▶ [Work request]
Lift out, unaltered, the lines of the material below between the line holding "index mcp: (664, 611)" and the line holding "index dip: (511, 730)", counting both.

▶ [Dataset extract]
————

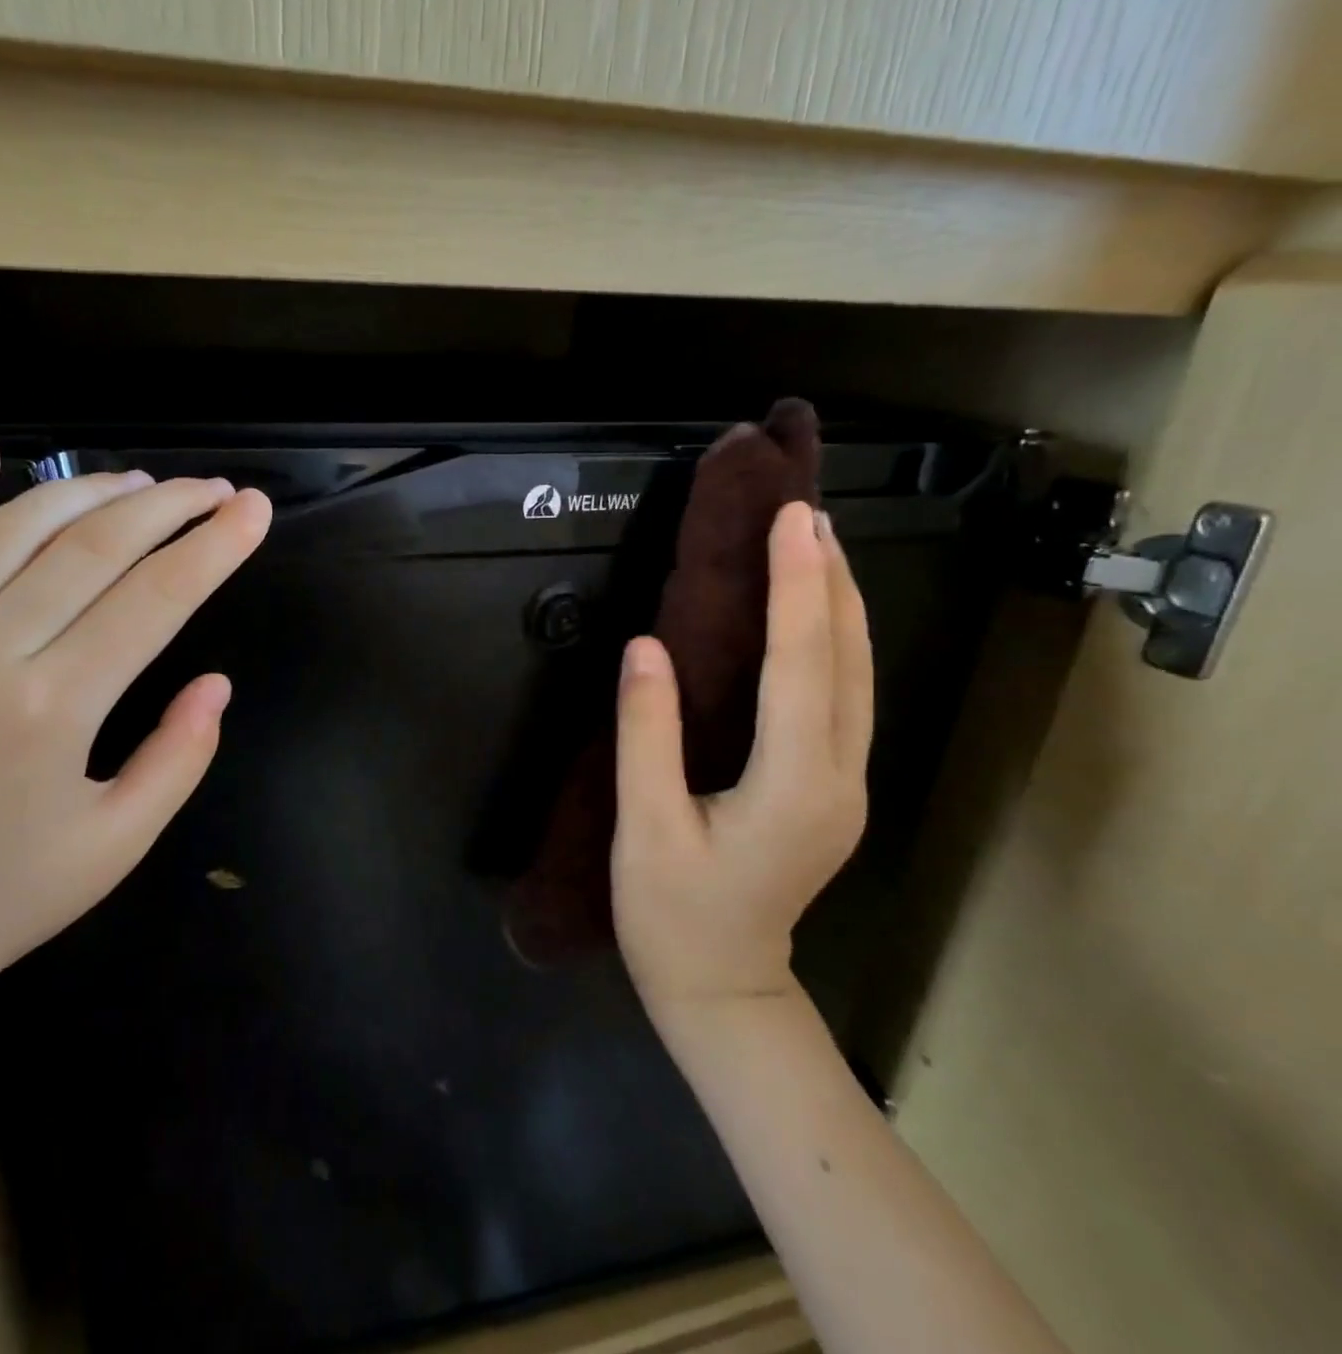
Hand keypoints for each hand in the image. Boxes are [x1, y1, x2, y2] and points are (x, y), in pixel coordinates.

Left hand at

————

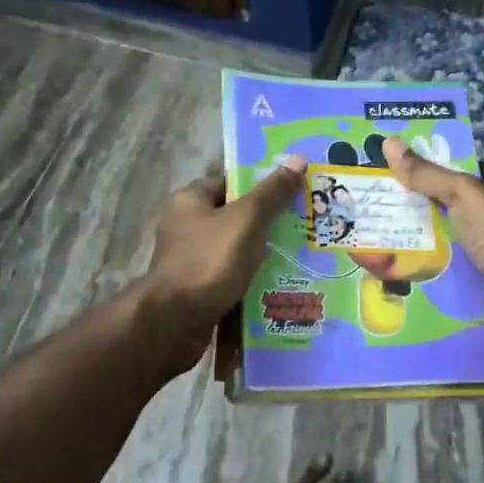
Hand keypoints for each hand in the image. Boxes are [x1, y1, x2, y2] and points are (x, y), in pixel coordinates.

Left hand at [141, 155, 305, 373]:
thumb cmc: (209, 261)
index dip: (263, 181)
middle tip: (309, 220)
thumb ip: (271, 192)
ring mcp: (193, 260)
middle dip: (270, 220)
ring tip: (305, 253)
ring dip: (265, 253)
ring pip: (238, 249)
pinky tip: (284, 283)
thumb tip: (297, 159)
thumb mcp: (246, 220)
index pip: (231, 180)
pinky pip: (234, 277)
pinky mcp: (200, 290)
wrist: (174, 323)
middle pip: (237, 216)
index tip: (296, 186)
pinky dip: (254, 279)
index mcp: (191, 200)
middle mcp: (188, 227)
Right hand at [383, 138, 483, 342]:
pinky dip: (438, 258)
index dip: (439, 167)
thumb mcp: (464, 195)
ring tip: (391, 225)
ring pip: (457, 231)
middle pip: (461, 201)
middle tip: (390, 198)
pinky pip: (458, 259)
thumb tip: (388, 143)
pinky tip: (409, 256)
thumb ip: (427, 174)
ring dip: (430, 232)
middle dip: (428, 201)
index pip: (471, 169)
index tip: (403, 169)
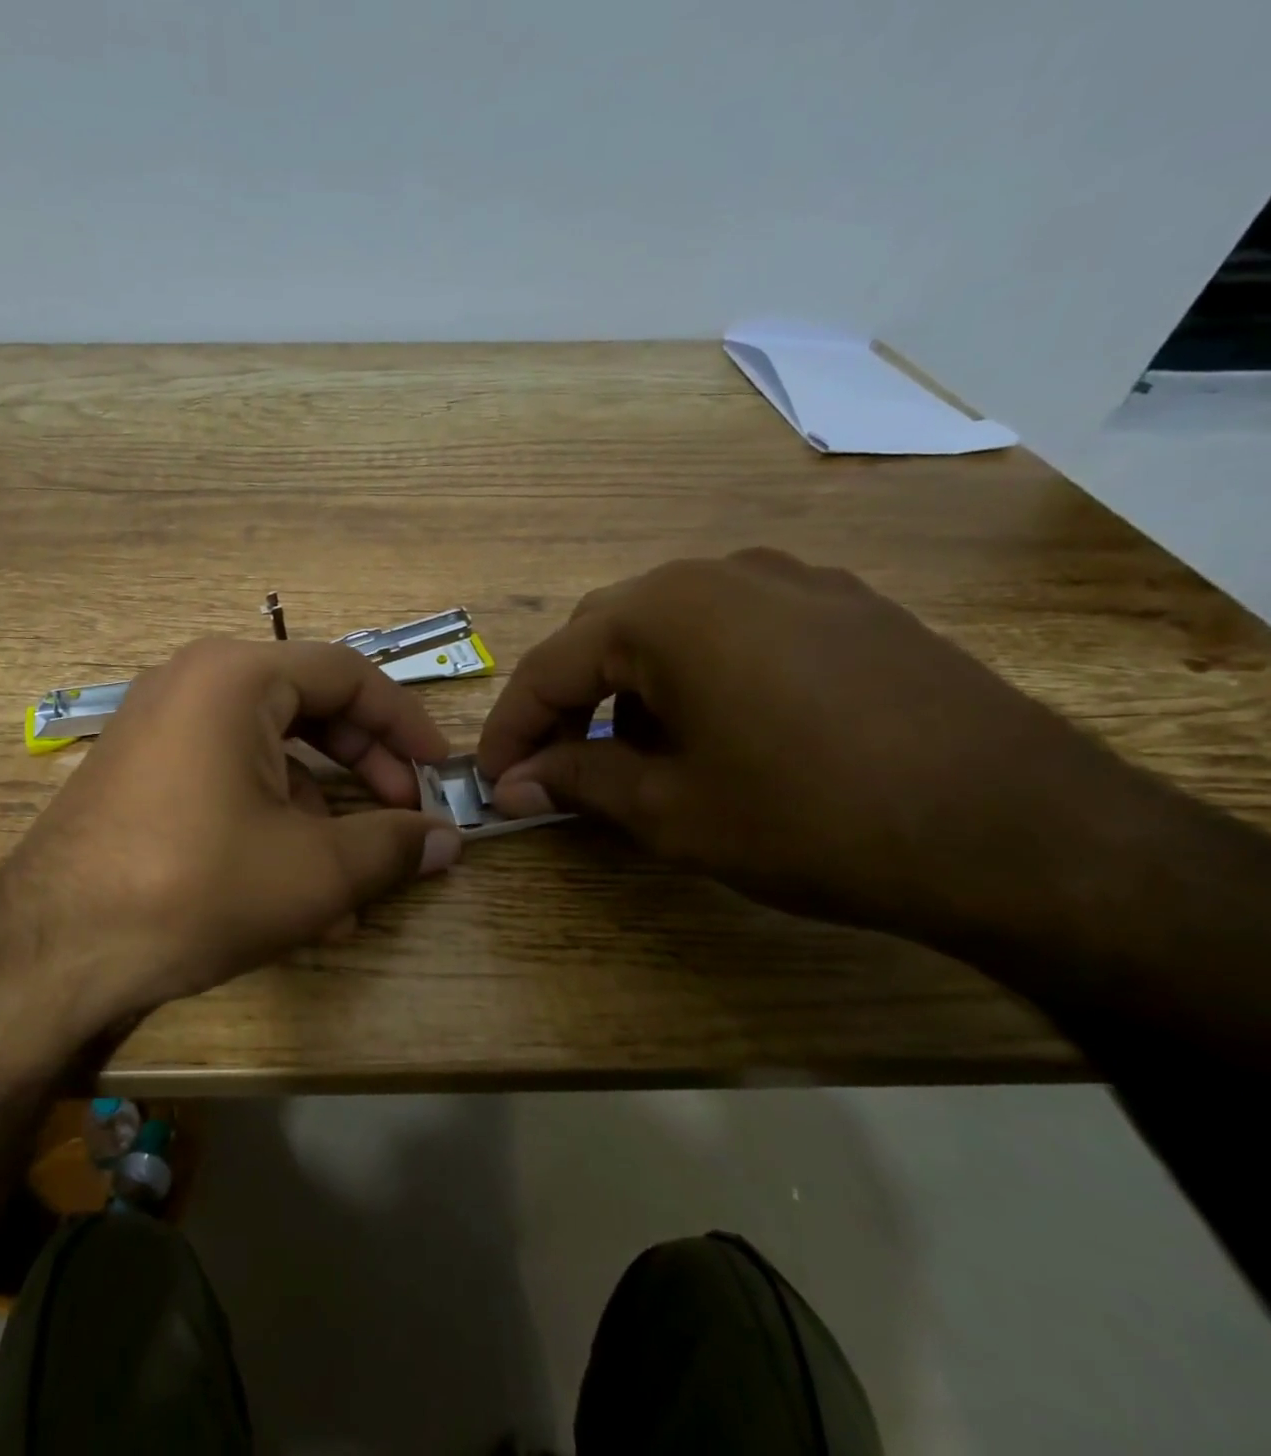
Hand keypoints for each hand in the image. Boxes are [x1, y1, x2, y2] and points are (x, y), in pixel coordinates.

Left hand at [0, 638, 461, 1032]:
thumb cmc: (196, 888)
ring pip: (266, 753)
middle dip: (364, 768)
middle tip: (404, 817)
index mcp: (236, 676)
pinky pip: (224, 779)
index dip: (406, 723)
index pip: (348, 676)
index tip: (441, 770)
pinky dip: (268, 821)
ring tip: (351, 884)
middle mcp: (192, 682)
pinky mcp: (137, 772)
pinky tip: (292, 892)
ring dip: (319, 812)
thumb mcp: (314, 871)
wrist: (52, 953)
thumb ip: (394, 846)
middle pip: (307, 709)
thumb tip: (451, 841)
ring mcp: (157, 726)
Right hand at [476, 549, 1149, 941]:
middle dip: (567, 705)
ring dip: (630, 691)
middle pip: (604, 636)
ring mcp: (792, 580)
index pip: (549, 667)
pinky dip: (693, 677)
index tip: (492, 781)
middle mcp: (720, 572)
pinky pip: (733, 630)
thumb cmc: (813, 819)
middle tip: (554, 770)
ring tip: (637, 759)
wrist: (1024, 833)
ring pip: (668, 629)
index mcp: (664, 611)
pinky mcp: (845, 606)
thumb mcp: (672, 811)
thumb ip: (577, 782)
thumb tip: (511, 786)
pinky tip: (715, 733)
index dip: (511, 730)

————

▶ [Completed exercise]
index mcp: (664, 611)
pinky mcp: (845, 606)
thumb mcp: (672, 811)
thumb ip: (577, 782)
thumb tip: (511, 786)
pinky tip: (715, 733)
index dip: (511, 730)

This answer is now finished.